Other possibilities that have been raised are the reunification of Chechnya and Ingushetia and doing away with the republics altogether. But on republic has remained untouched by this, at least in public; and that is Daghestan, which is the most ethnically diverse and complicated of them all.

            Shamkhalov and Aliyeva note that many in Moscow favor combining the republics and regions without an adequate understanding of the difficulties involved, but they report as well that all the specialists on the North Caucasus with whom they spoke were unanimously opposed to such changes and warned of dangers ahead if Moscow goes ahead anyway.

            Asamat Mintsayev, vice president of the All-Russian Inter-Ethnic Union of Youth, says he “does not consider this idea a good one,” all the more so because “there is no need for it.  Khadzhimurad Sagitov, editor of Novoye delo, agrees, adding that he hasn’t heard of any serious proposals on this subject but “of course” would be against if they surface.

            Political analyst David Gazayev says he is “categorically against” amalgamation in the North Caucasus because it would put “a delayed action bomb” under the area that would “sooner or later explode.  Moreover, he warns, any amalgamation will lead to the loss of identity among numerically small peoples.”

            Moreover, Gazayev continues, it will be opposed. He suggests that Moscow should learn a lesson from the anger about its plans to drop the requirement for study of the titular languages of the non-Russian republics while continuing to require study in Russian. Reaction to amalgamation, he suggests, would be even stronger.

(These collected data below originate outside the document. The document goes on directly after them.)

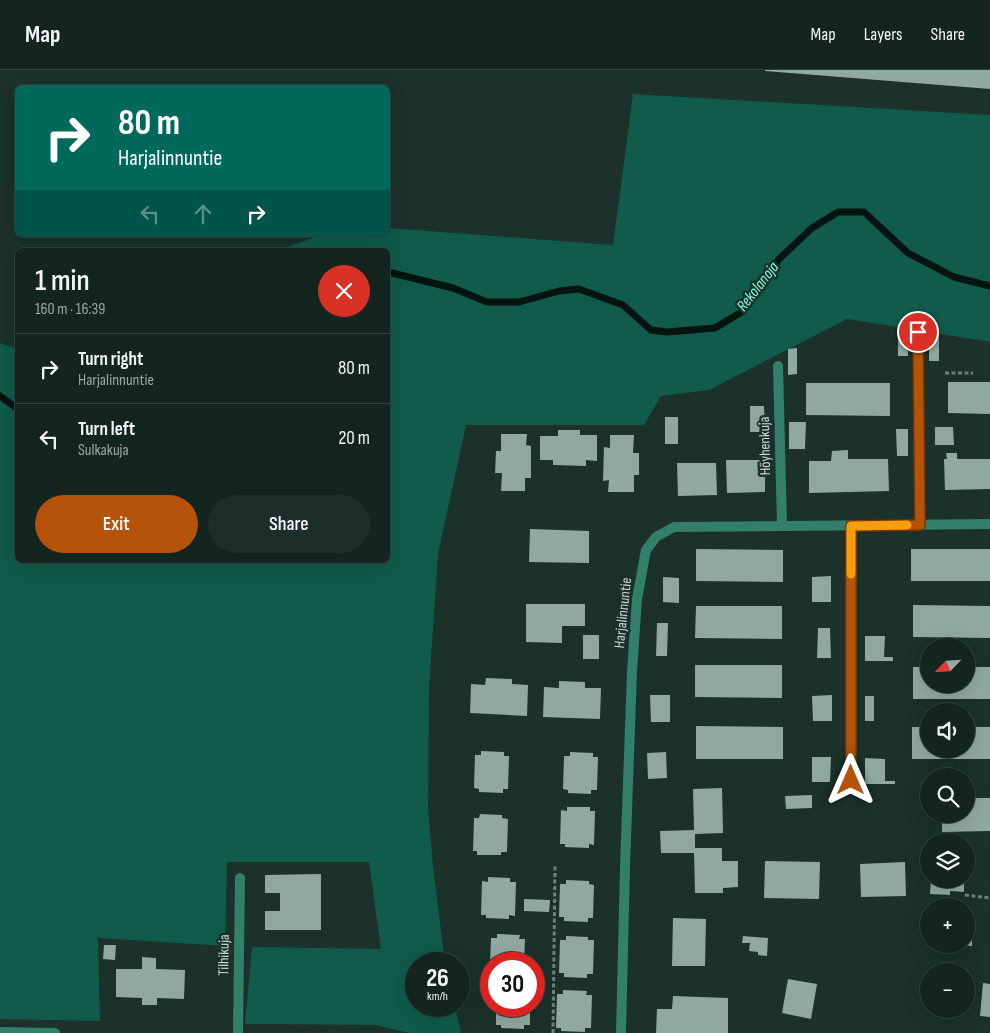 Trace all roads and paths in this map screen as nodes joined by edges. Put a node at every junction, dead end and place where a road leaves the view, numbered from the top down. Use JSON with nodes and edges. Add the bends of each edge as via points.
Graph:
{"nodes":[{"id":1,"x":918,"y":332,"type":"dead end"},
{"id":2,"x":778,"y":366,"type":"dead end"},
{"id":3,"x":945,"y":373,"type":"dead end"},
{"id":4,"x":973,"y":373,"type":"dead end"},
{"id":5,"x":990,"y":524,"type":"edge"},
{"id":6,"x":920,"y":525,"type":"junction"},
{"id":7,"x":782,"y":526,"type":"junction"},
{"id":8,"x":851,"y":526,"type":"junction"},
{"id":9,"x":851,"y":780,"type":"dead end"},
{"id":10,"x":555,"y":866,"type":"dead end"},
{"id":11,"x":240,"y":878,"type":"dead end"},
{"id":12,"x":965,"y":895,"type":"dead end"},
{"id":13,"x":990,"y":898,"type":"edge"},
{"id":14,"x":0,"y":1032,"type":"edge"},
{"id":15,"x":55,"y":1033,"type":"edge"},
{"id":16,"x":238,"y":1033,"type":"edge"},
{"id":17,"x":553,"y":1033,"type":"edge"},
{"id":18,"x":621,"y":1033,"type":"edge"}],
"edges":[{"from":1,"to":6,"type":"street"},
{"from":2,"to":7,"type":"street","name":"Höyhenkuja"},
{"from":3,"to":4,"type":"path"},
{"from":5,"to":6,"type":"street","name":"Harjalinnuntie"},
{"from":6,"to":8,"type":"street","name":"Harjalinnuntie"},
{"from":7,"to":8,"type":"street","name":"Harjalinnuntie"},
{"from":7,"to":18,"type":"street","name":"Harjalinnuntie","via":[[674,527],[656,537],[646,550],[637,599],[633,663]]},
{"from":8,"to":9,"type":"street"},
{"from":10,"to":17,"type":"path"},
{"from":11,"to":16,"type":"street","name":"Tilhikuja"},
{"from":12,"to":13,"type":"path"},
{"from":14,"to":15,"type":"street"}]} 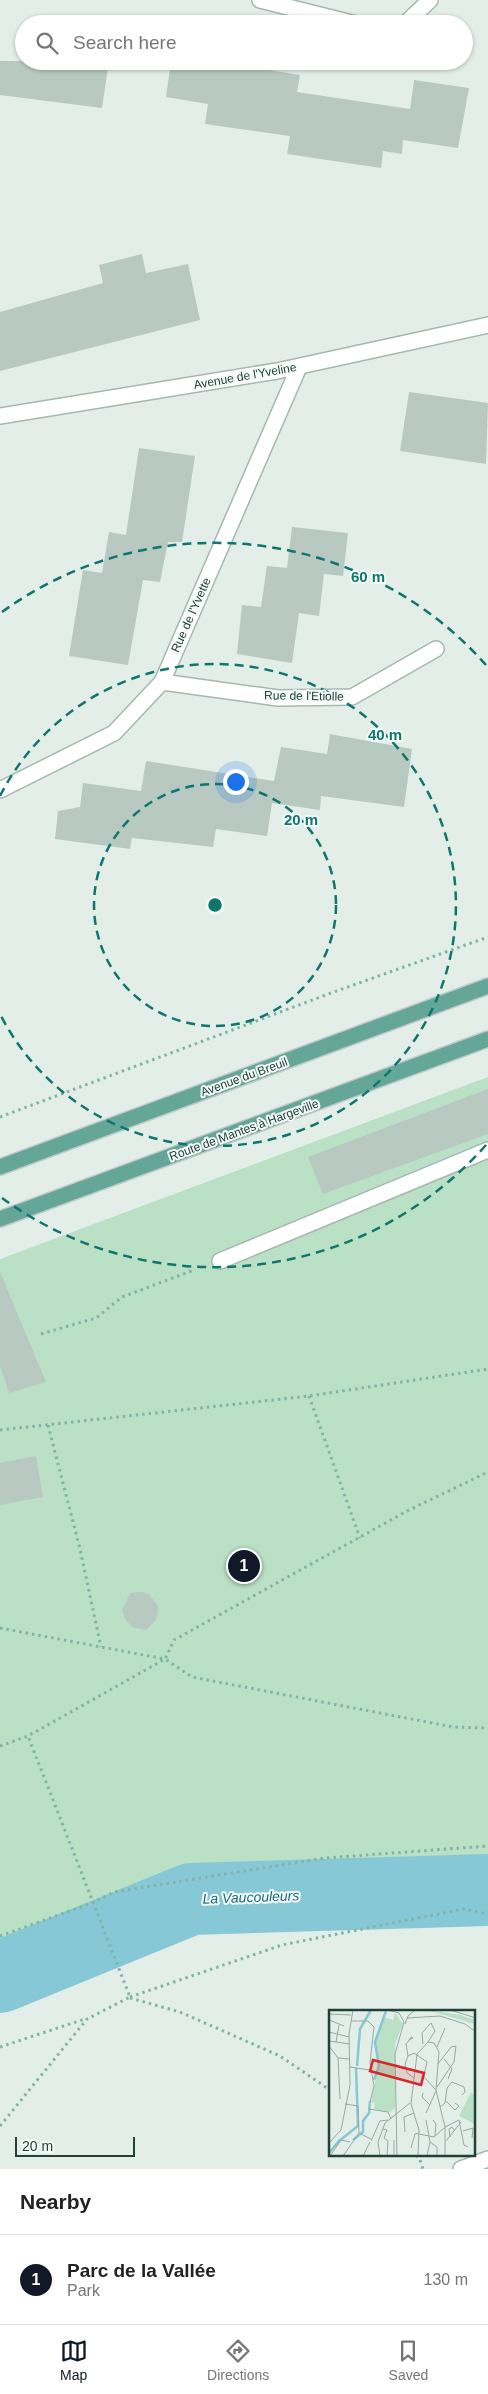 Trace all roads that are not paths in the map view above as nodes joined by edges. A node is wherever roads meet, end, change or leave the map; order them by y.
1 (260, 0) edge
2 (430, 0) edge
3 (320, 15) edge
4 (414, 15) edge
5 (488, 325) edge
6 (299, 366) junction
7 (0, 416) edge
8 (436, 650) dead end
9 (162, 682) junction
10 (0, 790) edge
11 (488, 986) edge
12 (488, 1039) edge
13 (488, 1150) edge
14 (0, 1167) edge
15 (0, 1219) edge
16 (220, 1261) road end
17 (488, 2159) edge
18 (461, 2169) edge

1 - 3 street
2 - 4 street
5 - 6 street, Avenue de l'Yveline
6 - 7 street, Avenue de l'Yveline
6 - 9 street, Rue de l'Yvette
8 - 9 street, Rue de l'Etiolle
9 - 10 street, Rue de l'Yvette
11 - 14 main road, Avenue du Breuil
12 - 15 main road, Route de Mantes à Hargeville
13 - 16 street
17 - 18 street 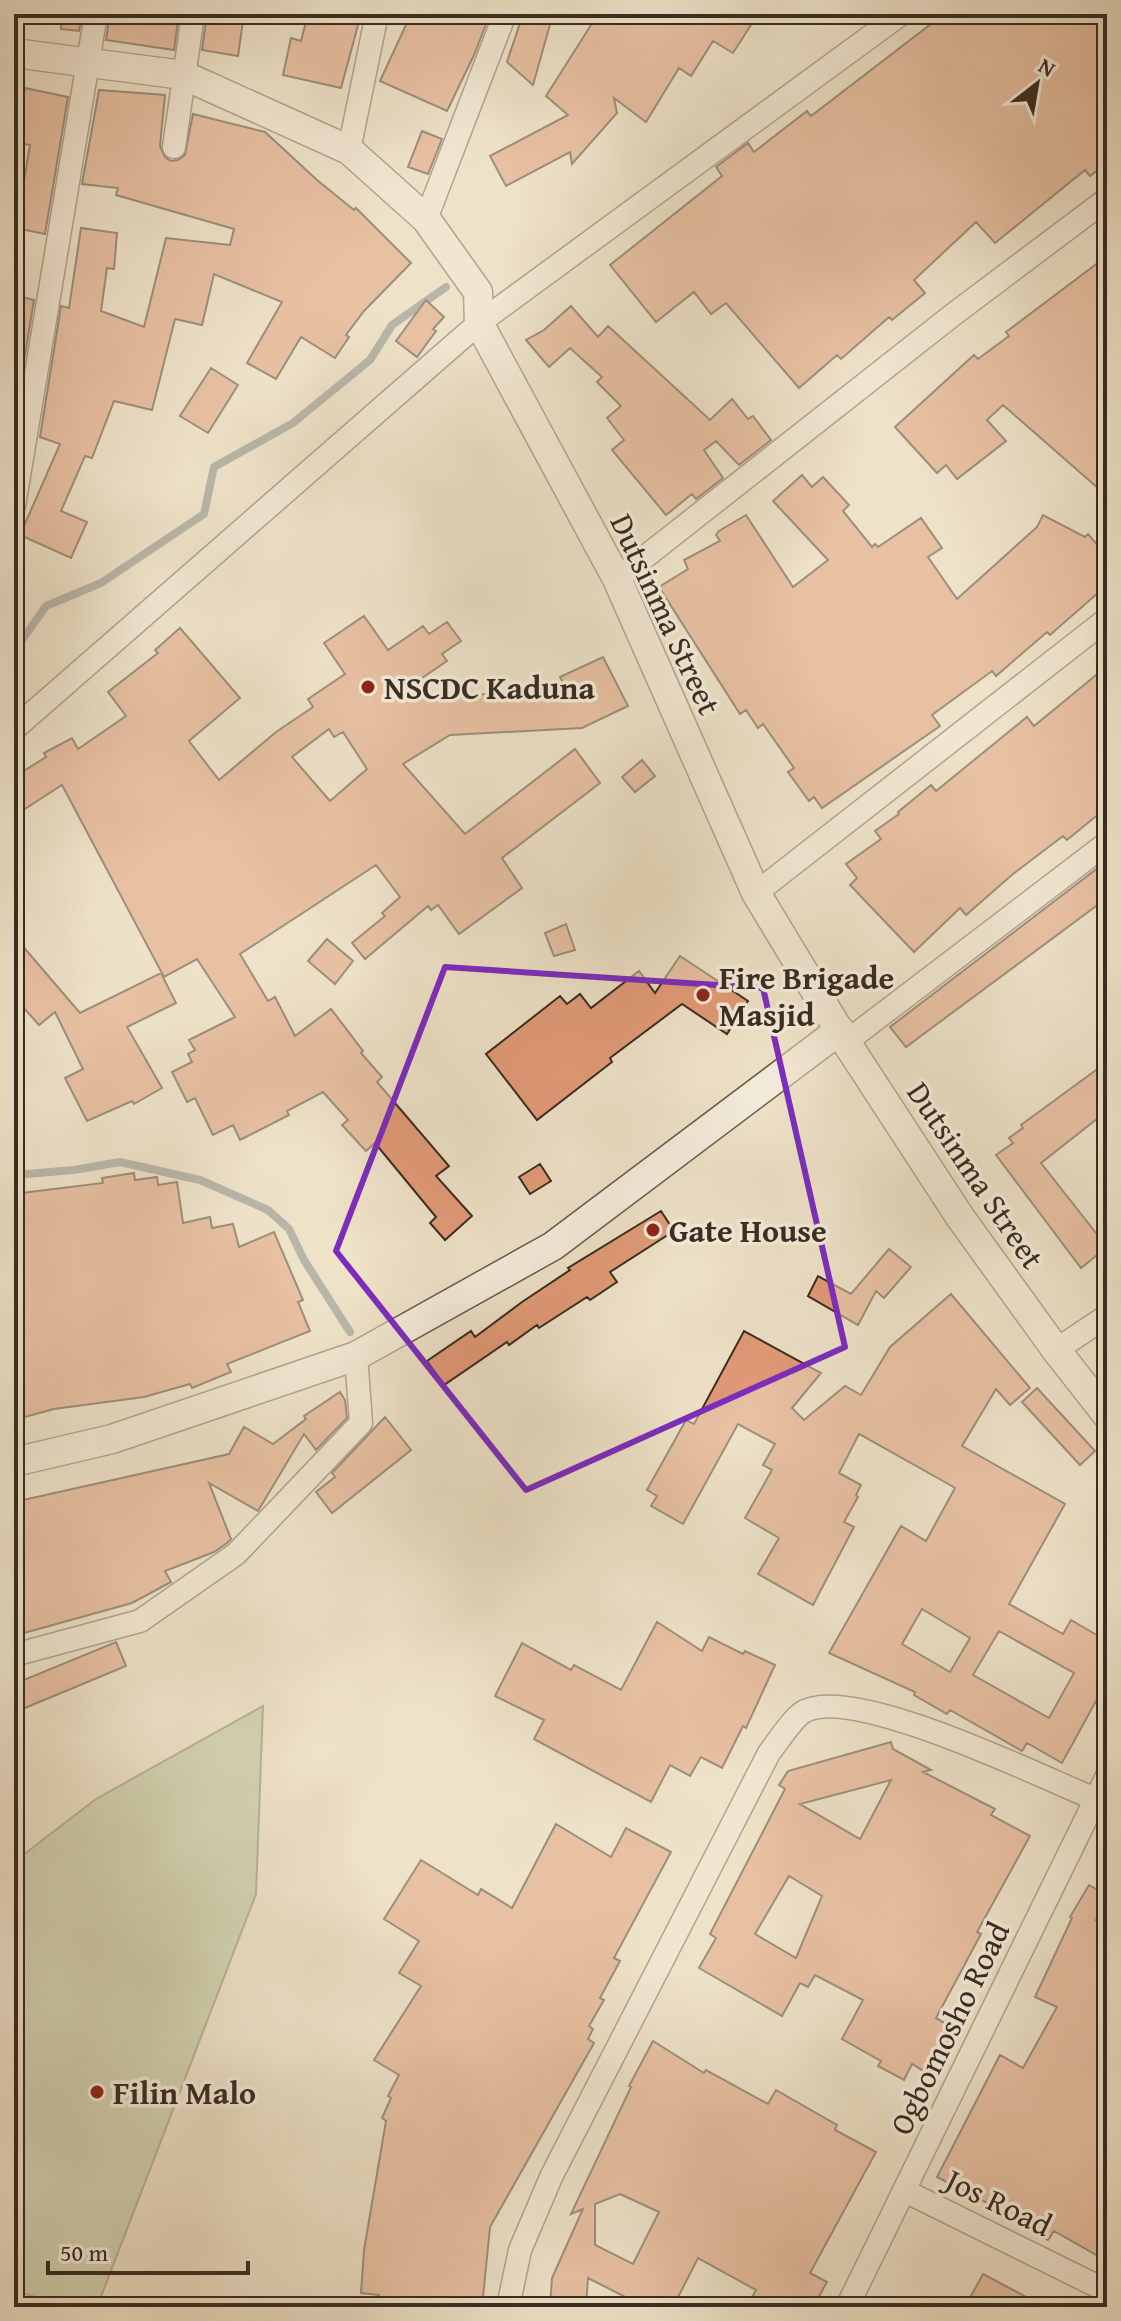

            Khadzhimurad Khakuashev, head of the Council of the Social Organization “The Republic is a Common Task,” says he regrets that Moscow is even thinking about taking this step because it highlights the center’s failure to see the ethnic multiplicity of the country as giving it “thousands of possibilities.” Instead, Moscow views it as a threat.

            An Ingush expert who spoke only on condition of anonymity says that “for Ingushetia, the scenario of unification with neighboring Chechnya would mean the end of the still not fully formed Ingush sovereignty and of the formation of a statist Ingushe political consciousness.”  According to him, “all of Ingushetia would stand up as one against this step.”

            As the first president of Ingushetia, Ruslan Aushev, once remarked, he concludes, “Yes, we and the Chechens are brothers. But in the Caucasus, it is appropriate that brothers, having grown up, separate and build their own separate houses.”